__INSTRUCTIONS TO FOLLOW__: Omit all images, then repeat exactly the lines below from the one containing "pinky mcp: (247, 246)" through the one containing "ring mcp: (398, 422)", both ends included.

++++

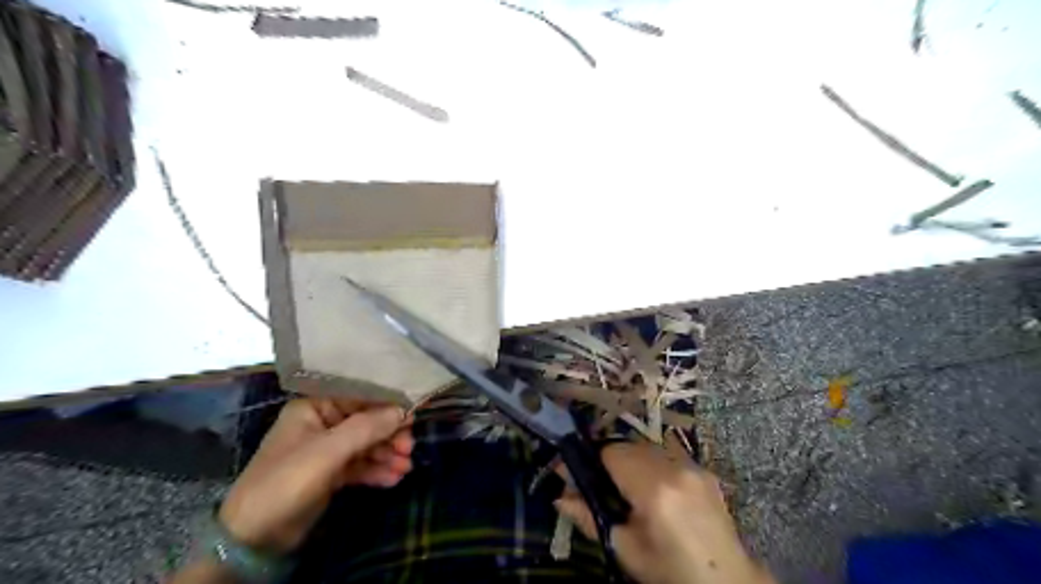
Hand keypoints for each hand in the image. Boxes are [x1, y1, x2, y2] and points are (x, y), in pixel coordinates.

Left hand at [219, 400, 414, 553]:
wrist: (253, 539)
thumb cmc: (286, 482)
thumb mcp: (328, 452)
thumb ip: (367, 427)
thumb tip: (404, 410)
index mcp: (314, 407)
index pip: (359, 396)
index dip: (387, 403)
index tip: (413, 414)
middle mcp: (322, 423)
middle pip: (366, 421)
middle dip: (390, 434)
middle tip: (409, 447)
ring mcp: (327, 450)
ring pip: (366, 444)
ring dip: (387, 454)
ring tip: (406, 467)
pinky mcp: (331, 473)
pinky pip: (361, 465)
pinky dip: (377, 470)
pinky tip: (394, 478)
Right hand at [557, 443, 766, 582]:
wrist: (725, 580)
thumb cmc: (670, 571)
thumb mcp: (625, 550)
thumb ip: (589, 518)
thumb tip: (559, 498)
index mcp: (654, 489)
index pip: (611, 452)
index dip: (591, 460)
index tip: (577, 472)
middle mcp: (675, 468)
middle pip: (628, 445)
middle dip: (610, 460)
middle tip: (601, 484)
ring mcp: (693, 466)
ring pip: (648, 447)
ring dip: (632, 460)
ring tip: (629, 487)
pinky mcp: (704, 470)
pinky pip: (668, 455)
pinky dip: (654, 464)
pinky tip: (654, 488)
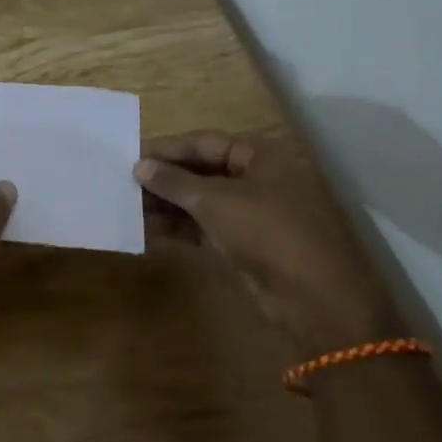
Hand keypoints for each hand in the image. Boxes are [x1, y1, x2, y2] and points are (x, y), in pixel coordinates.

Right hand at [134, 131, 396, 356]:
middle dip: (165, 180)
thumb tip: (139, 166)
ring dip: (168, 205)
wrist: (315, 299)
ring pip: (201, 202)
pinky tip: (149, 231)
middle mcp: (257, 180)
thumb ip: (173, 182)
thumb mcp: (215, 201)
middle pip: (202, 172)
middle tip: (126, 185)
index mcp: (259, 157)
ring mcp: (253, 215)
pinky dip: (180, 228)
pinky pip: (206, 228)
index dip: (168, 149)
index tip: (132, 158)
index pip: (205, 143)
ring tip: (130, 209)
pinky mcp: (247, 246)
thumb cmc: (267, 231)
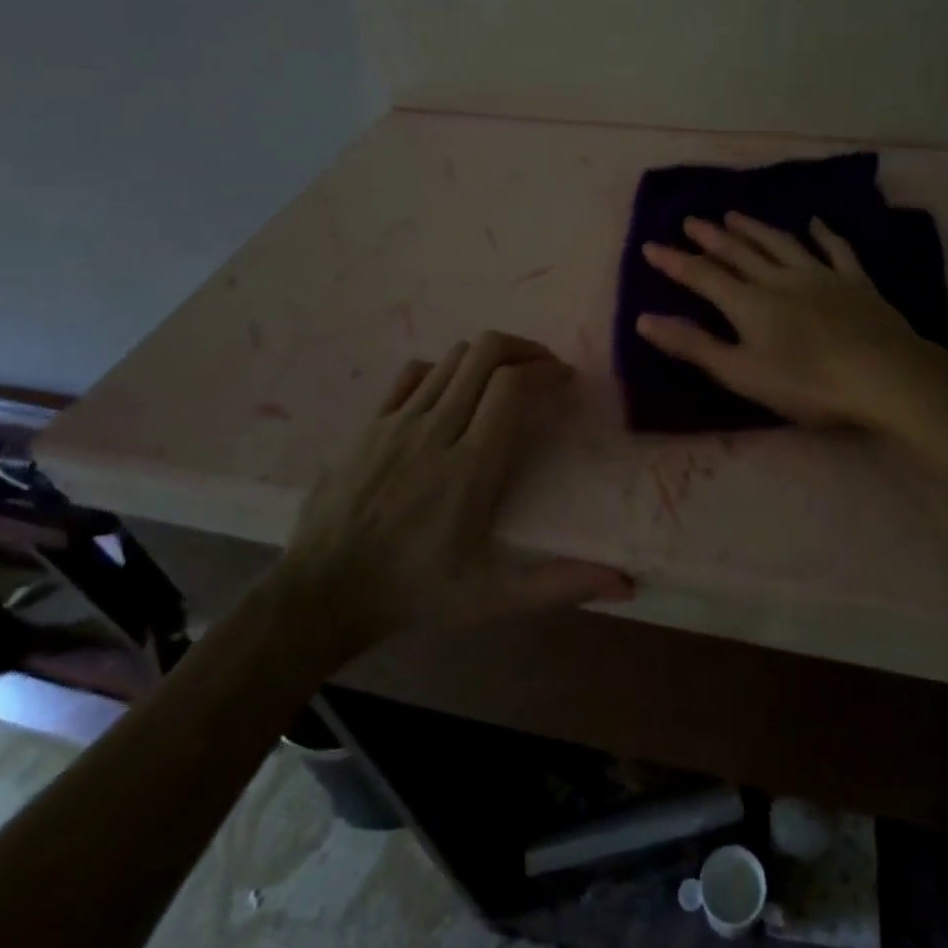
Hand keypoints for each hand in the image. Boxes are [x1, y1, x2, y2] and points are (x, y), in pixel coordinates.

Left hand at [274, 331, 633, 666]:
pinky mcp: (370, 423)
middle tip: (543, 369)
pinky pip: (413, 373)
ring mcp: (398, 422)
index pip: (511, 386)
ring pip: (452, 357)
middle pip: (484, 353)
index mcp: (471, 466)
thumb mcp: (492, 597)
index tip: (565, 379)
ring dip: (487, 358)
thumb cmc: (415, 592)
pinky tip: (453, 393)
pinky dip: (443, 369)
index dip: (545, 370)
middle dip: (523, 349)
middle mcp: (436, 430)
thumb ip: (560, 585)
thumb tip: (627, 584)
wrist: (321, 593)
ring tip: (506, 378)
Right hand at [636, 213, 947, 429]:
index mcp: (750, 304)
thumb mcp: (742, 373)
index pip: (703, 276)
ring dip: (755, 228)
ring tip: (734, 214)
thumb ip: (694, 346)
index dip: (675, 262)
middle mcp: (780, 279)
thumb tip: (644, 320)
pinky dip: (824, 234)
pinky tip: (815, 223)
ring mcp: (820, 276)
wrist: (884, 375)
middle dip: (712, 237)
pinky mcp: (855, 282)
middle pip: (740, 253)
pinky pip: (836, 250)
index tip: (650, 246)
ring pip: (780, 244)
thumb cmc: (808, 384)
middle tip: (691, 220)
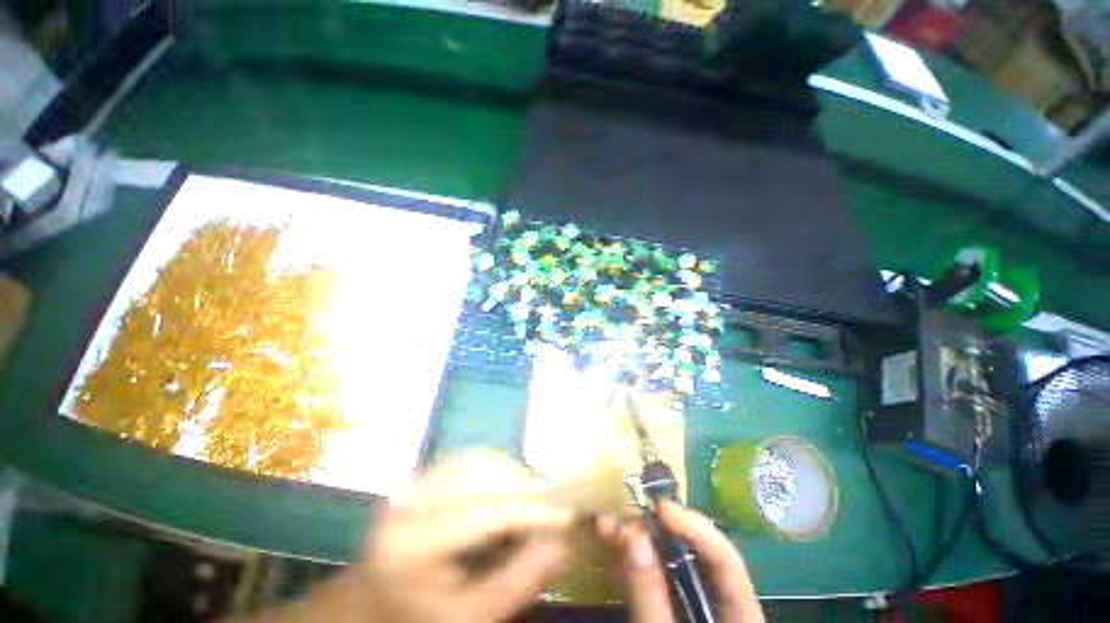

++++

__FINISHED EXERCISE__:
pinky mcp: (247, 246)
thumb cmc: (267, 231)
Hand keypoints for each hand in the image. Boxes are [x1, y1, x2, y2] and points are (x, y), in pixel coordinates.

Left hand at [274, 331, 633, 666]:
pinky mcp: (370, 423)
middle tip: (543, 369)
pinky pip: (413, 373)
ring mcp: (398, 422)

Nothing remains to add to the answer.